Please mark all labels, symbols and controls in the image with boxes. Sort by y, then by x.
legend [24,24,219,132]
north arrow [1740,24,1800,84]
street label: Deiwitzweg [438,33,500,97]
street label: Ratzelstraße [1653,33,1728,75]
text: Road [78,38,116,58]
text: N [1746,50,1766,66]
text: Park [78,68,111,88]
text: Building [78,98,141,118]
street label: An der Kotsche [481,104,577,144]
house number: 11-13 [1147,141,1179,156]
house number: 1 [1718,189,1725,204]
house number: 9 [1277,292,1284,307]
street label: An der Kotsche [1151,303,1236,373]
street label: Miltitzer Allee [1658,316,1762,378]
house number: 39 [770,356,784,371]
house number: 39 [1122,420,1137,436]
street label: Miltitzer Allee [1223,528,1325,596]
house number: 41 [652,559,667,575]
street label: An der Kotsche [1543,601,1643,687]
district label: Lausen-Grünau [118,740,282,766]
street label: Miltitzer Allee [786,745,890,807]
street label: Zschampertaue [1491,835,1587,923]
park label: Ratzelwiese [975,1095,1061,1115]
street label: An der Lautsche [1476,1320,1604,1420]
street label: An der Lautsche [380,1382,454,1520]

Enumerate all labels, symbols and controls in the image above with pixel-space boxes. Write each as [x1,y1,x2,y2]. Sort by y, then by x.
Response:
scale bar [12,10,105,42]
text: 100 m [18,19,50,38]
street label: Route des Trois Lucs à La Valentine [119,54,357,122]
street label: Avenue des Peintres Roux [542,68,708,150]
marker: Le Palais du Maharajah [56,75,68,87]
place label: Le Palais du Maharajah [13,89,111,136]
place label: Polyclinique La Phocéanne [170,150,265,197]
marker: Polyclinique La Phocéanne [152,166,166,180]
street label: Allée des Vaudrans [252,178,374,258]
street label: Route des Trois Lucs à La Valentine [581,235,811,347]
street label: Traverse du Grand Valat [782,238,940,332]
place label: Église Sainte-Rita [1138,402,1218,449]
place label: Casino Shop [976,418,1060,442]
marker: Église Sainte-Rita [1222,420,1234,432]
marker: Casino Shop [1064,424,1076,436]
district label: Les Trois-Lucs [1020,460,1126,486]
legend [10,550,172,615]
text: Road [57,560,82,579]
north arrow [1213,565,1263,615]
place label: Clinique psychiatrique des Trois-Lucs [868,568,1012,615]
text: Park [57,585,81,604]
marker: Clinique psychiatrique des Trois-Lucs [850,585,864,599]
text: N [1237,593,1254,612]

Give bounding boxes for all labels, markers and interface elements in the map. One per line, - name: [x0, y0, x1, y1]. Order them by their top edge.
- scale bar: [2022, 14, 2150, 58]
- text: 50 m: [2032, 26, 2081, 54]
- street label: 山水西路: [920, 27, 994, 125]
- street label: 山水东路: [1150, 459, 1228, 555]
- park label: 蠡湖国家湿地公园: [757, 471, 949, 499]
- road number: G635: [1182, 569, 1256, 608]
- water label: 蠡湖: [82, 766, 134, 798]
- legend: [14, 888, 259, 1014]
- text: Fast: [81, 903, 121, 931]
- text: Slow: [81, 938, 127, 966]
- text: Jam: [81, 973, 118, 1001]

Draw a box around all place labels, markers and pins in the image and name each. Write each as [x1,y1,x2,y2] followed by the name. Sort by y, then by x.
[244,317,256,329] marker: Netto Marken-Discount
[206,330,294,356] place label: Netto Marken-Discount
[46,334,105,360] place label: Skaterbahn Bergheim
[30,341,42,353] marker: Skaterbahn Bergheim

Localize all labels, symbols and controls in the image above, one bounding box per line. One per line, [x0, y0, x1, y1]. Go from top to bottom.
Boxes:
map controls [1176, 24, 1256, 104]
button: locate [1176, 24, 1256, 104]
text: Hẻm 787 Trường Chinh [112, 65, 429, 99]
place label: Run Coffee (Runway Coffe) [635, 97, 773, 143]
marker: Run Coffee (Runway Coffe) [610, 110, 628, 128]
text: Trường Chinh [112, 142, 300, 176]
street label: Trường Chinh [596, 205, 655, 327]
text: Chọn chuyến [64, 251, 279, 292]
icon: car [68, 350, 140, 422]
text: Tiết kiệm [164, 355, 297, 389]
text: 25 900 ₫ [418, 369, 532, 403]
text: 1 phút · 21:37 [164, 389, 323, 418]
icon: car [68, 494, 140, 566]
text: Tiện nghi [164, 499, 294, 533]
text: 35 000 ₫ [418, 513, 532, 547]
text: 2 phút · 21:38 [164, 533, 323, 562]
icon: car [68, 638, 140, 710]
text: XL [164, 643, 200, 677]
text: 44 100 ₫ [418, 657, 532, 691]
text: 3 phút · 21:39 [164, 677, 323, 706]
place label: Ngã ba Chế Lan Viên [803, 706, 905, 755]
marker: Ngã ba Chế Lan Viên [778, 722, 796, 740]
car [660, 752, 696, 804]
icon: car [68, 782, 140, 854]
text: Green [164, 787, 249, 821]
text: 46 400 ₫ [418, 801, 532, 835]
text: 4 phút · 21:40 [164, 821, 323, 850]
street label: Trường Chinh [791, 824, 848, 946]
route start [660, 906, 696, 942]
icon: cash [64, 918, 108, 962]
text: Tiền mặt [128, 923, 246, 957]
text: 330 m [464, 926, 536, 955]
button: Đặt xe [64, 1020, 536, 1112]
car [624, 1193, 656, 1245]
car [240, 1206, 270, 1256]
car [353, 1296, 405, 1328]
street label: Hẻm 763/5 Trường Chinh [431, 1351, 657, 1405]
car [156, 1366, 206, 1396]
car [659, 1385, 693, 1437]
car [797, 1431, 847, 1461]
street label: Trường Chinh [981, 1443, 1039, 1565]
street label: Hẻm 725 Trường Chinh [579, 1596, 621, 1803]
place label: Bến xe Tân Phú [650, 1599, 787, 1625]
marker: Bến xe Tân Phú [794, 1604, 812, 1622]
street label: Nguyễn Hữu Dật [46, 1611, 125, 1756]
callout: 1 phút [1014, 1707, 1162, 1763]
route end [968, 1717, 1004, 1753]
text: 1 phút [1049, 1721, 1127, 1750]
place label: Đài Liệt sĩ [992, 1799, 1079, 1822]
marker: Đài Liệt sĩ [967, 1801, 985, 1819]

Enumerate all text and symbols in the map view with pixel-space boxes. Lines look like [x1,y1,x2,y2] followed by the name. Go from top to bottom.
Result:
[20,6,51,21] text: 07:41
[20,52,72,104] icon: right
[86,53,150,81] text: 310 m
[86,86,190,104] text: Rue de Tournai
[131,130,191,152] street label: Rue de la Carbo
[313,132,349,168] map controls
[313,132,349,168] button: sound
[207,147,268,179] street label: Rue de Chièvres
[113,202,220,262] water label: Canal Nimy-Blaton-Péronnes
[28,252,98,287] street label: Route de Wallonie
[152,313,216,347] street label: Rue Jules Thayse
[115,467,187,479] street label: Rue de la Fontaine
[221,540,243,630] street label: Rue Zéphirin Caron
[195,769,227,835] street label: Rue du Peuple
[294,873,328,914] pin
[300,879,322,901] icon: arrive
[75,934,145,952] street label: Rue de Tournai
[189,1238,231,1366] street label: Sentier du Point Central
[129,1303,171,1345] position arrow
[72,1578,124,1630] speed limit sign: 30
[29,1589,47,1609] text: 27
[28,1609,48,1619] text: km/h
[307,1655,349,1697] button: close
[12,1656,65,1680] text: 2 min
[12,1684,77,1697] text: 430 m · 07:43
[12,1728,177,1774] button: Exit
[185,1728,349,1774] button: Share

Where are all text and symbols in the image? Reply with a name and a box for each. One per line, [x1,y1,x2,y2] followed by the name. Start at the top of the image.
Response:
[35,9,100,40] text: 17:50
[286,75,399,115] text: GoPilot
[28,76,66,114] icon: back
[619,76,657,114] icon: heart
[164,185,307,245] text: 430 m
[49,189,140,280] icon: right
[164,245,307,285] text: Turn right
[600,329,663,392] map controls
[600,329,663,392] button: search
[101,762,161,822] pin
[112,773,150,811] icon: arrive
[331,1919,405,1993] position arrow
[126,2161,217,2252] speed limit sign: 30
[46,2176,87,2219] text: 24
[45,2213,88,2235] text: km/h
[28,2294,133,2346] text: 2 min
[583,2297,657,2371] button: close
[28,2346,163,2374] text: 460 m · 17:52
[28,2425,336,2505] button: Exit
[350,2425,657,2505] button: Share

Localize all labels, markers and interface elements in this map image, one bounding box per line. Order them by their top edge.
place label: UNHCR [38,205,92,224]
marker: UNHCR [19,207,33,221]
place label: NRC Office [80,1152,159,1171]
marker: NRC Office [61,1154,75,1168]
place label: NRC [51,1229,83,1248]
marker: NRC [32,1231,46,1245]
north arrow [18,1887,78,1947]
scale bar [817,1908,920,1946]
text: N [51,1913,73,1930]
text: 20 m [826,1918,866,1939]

· · ·

What you need to do: Where a line in the listing holds the string "above", include it in the count, then report the total alone.

Answer below: 2